Recorded information Block Start
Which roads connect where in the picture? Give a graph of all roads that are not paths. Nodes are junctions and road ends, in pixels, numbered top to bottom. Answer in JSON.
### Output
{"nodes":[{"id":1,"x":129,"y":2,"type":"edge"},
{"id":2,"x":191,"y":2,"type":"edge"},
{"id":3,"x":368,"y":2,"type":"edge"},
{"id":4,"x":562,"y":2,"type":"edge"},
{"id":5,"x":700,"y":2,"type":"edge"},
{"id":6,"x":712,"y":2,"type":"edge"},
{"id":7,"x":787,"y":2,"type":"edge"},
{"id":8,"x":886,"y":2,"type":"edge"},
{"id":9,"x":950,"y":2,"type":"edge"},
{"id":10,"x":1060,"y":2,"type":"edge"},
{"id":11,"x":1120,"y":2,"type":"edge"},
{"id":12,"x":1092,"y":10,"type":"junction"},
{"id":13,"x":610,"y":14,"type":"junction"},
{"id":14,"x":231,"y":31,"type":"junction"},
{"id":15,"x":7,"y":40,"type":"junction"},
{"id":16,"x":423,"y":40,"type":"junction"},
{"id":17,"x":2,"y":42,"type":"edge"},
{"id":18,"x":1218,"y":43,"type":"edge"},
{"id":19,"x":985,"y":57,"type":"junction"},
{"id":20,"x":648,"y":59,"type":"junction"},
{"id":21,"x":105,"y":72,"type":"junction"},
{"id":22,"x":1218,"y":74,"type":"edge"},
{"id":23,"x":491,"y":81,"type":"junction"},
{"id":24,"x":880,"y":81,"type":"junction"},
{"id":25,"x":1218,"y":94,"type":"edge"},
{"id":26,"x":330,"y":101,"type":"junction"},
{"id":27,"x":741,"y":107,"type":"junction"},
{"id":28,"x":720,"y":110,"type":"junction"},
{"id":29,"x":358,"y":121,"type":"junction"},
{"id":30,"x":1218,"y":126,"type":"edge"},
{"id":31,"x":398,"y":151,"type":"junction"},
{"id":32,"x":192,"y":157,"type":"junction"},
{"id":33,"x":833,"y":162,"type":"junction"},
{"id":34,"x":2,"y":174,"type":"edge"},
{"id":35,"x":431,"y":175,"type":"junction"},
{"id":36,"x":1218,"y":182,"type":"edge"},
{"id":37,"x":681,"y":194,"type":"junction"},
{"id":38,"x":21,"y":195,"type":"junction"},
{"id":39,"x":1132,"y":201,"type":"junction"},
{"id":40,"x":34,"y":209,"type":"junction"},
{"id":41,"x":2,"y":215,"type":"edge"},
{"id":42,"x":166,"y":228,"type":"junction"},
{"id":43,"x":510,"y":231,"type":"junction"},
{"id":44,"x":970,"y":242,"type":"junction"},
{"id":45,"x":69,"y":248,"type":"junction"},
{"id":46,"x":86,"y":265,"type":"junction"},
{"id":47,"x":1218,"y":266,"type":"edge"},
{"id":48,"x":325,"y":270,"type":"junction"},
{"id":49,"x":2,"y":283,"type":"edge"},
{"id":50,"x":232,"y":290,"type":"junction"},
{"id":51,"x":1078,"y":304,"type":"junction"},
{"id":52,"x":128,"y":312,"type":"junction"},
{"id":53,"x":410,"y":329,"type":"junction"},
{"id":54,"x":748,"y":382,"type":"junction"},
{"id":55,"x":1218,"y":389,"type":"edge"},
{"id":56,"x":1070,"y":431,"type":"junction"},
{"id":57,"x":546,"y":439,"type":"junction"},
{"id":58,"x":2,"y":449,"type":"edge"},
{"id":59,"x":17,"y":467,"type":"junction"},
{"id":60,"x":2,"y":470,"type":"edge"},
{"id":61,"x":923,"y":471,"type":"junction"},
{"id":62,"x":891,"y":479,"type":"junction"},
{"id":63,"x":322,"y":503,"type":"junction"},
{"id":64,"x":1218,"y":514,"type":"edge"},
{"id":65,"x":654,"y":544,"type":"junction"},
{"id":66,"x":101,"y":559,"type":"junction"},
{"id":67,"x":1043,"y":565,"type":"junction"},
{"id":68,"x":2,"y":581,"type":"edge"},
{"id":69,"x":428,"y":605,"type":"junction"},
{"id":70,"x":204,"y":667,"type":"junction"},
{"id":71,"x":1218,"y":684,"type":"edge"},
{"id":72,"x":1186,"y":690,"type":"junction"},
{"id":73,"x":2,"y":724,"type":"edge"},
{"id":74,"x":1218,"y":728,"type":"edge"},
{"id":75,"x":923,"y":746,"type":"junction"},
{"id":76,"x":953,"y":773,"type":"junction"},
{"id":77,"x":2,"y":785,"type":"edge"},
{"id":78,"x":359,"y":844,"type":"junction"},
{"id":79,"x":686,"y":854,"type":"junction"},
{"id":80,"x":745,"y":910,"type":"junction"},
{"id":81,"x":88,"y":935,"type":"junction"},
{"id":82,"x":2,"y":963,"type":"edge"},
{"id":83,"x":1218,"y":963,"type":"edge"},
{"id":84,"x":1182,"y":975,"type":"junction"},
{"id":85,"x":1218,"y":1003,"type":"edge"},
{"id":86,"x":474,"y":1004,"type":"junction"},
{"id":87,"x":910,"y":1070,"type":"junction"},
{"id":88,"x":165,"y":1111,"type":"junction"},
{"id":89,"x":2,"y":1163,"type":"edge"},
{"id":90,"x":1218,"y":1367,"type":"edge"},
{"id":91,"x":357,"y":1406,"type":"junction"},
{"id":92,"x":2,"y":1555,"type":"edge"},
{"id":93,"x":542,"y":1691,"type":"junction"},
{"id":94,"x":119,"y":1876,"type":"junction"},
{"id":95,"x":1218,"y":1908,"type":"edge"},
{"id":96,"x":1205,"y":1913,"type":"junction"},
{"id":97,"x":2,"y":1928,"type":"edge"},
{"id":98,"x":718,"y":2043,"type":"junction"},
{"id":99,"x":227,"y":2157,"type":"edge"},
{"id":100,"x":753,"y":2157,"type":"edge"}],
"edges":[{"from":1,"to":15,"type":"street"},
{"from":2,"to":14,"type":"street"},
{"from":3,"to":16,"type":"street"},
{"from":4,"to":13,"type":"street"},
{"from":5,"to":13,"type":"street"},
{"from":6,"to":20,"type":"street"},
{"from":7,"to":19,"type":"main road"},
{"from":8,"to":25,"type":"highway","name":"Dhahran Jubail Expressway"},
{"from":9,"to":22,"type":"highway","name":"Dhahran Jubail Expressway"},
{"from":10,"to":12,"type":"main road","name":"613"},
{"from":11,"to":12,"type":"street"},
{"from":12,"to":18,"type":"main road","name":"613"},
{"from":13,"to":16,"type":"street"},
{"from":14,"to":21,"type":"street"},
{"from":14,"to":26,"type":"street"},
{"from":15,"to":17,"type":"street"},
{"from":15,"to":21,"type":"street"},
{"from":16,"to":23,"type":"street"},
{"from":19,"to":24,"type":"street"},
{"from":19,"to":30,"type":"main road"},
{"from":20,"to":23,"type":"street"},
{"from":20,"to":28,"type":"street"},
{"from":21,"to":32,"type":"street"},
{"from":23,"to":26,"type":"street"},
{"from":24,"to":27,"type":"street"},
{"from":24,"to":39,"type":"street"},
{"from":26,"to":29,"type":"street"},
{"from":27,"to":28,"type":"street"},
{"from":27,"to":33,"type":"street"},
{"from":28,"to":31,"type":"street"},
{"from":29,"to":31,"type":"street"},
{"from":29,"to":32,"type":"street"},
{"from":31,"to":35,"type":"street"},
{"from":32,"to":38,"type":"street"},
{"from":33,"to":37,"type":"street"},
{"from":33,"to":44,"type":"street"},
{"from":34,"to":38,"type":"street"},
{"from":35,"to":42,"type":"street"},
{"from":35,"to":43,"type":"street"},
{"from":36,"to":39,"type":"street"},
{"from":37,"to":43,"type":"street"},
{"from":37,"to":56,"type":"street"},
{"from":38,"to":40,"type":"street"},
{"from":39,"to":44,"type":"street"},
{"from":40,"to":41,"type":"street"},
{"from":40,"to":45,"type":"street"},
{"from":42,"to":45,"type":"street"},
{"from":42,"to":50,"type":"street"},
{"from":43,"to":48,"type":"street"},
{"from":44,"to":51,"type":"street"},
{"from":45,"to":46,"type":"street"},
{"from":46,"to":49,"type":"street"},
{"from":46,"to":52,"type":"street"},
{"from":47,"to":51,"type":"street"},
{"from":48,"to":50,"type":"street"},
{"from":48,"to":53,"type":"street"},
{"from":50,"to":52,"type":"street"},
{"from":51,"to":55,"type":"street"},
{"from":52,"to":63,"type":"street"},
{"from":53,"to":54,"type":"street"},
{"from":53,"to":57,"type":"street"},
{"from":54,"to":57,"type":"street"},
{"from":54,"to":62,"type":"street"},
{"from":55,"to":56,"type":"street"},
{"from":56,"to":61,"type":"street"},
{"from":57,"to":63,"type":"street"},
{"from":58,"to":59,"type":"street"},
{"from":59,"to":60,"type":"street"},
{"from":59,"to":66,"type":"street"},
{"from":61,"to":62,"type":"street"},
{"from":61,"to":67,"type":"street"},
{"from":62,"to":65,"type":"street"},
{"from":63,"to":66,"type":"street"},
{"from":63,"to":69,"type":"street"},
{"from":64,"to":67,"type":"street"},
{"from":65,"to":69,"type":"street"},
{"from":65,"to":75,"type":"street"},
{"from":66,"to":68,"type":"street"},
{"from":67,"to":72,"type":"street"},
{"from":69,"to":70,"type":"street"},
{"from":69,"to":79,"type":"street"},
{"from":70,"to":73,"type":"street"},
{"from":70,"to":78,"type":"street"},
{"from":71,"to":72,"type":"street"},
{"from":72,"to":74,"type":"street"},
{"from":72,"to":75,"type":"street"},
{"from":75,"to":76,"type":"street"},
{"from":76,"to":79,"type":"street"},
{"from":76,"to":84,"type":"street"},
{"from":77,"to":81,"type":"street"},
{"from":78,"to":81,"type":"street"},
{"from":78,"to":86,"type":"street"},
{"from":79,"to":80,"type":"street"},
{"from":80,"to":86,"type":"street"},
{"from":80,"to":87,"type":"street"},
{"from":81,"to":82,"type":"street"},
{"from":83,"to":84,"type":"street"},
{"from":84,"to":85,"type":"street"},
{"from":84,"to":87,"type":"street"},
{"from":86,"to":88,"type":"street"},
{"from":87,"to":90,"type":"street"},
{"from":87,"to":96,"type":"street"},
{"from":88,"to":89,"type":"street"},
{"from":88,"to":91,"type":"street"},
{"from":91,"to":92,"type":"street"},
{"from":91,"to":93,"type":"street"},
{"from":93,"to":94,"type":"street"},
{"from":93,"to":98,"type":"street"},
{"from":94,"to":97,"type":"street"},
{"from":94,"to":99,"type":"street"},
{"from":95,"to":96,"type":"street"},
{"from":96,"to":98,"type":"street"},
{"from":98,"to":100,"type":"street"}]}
Recorded information Block End
• **Your goal**
Tally the lines in the listing that contain the string "Expressway", then report that tally alone.

• **Answer to the problem**
2